Nov 08, 2010
Discovery of X-rays
This Doodle’s Key Themes
The discovery of x-rays is a fascinating story. It’s a moment that had a sudden and profound impact, but it took place quietly, in secret and by accident, in the laboratory of one inquisitive scientist. It’s a story about a naturally curious person who was paying attention to the right things at the right time. And like any good story about curiosity, it begins with an experiment.
On November 8, 1895, physicist Wilhelm Röntgen was testing the effects of sending electrical currents through glass vacuum-filled bulbs called cathode ray tubes. During one of his tests, Röntgen noticed that a screen on the other side of his lab began to glow whenever he sent electricity through the tube, even when the tube was fully covered with an opaque piece of cardboard.
Röntgen’s theory was that the tube was emitting an unknown kind of ray. He tried blocking the ray with different materials, but it seemed to pass through solid matter untouched. Then, by accident, he moved his hand through its path, and the shadows of his own bones were projected onto the screen.

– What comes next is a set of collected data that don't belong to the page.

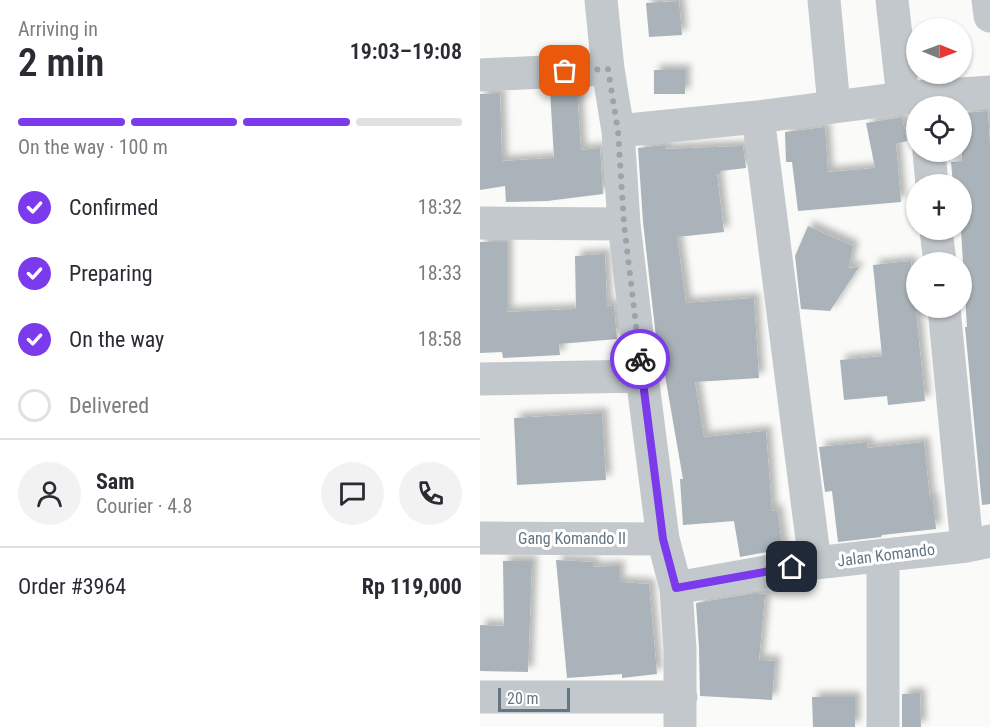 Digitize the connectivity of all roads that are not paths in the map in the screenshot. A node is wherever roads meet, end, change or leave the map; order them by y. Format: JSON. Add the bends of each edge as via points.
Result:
{"nodes":[{"id":1,"x":601,"y":0,"type":"edge"},
{"id":2,"x":824,"y":0,"type":"edge"},
{"id":3,"x":892,"y":0,"type":"edge"},
{"id":4,"x":988,"y":0,"type":"edge"},
{"id":5,"x":990,"y":16,"type":"edge"},
{"id":6,"x":608,"y":69,"type":"junction"},
{"id":7,"x":480,"y":75,"type":"edge"},
{"id":8,"x":990,"y":92,"type":"edge"},
{"id":9,"x":916,"y":96,"type":"edge"},
{"id":10,"x":954,"y":96,"type":"edge"},
{"id":11,"x":906,"y":101,"type":"edge"},
{"id":12,"x":834,"y":106,"type":"junction"},
{"id":13,"x":758,"y":117,"type":"junction"},
{"id":14,"x":618,"y":131,"type":"junction"},
{"id":15,"x":480,"y":223,"type":"edge"},
{"id":16,"x":624,"y":224,"type":"junction"},
{"id":17,"x":945,"y":318,"type":"edge"},
{"id":18,"x":642,"y":376,"type":"junction"},
{"id":19,"x":480,"y":379,"type":"edge"},
{"id":20,"x":480,"y":538,"type":"edge"},
{"id":21,"x":663,"y":539,"type":"junction"},
{"id":22,"x":979,"y":543,"type":"edge"},
{"id":23,"x":883,"y":555,"type":"junction"},
{"id":24,"x":815,"y":563,"type":"junction"},
{"id":25,"x":676,"y":588,"type":"junction"},
{"id":26,"x":480,"y":697,"type":"edge"},
{"id":27,"x":681,"y":712,"type":"edge"},
{"id":28,"x":883,"y":727,"type":"edge"}],
"edges":[{"from":1,"to":6,"type":"street"},
{"from":2,"to":12,"type":"street"},
{"from":3,"to":9,"type":"street"},
{"from":4,"to":5,"type":"street"},
{"from":6,"to":7,"type":"street"},
{"from":6,"to":14,"type":"street"},
{"from":8,"to":10,"type":"street"},
{"from":11,"to":12,"type":"street"},
{"from":12,"to":13,"type":"street"},
{"from":13,"to":14,"type":"street"},
{"from":13,"to":24,"type":"street"},
{"from":14,"to":16,"type":"street"},
{"from":15,"to":16,"type":"street"},
{"from":16,"to":18,"type":"street"},
{"from":17,"to":22,"type":"street"},
{"from":18,"to":19,"type":"street"},
{"from":18,"to":21,"type":"street"},
{"from":20,"to":21,"type":"street","name":"Gang Komando II"},
{"from":21,"to":25,"type":"street"},
{"from":22,"to":23,"type":"street","name":"Jalan Komando"},
{"from":23,"to":24,"type":"street","name":"Jalan Komando"},
{"from":23,"to":28,"type":"street"},
{"from":24,"to":25,"type":"street","name":"Jalan Komando"},
{"from":25,"to":27,"type":"street"},
{"from":26,"to":27,"type":"street"}]}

For seven weeks, he worked in secret. He x-rayed his wife’s hand, wearing her wedding ring. When his wife saw the first-ever radiographic image, she said, “I have seen my death!”
In December of 1895, he published his findings. Röntgen gave his discovery the temporary name “X-ray,” for the mathematical term for an unknown quantity (“x”). Within weeks, the first clinical x-rays were taking place all over the world. Röntgen never patented his discovery, believing it should be freely available. In 1901, Röntgen received the first Nobel Prize in Physics.
The x-ray gave us a new way of observing the world and ourselves. We could see right down to our bones, and even now, more than a century later, those eerie black and white images are still strange and powerful.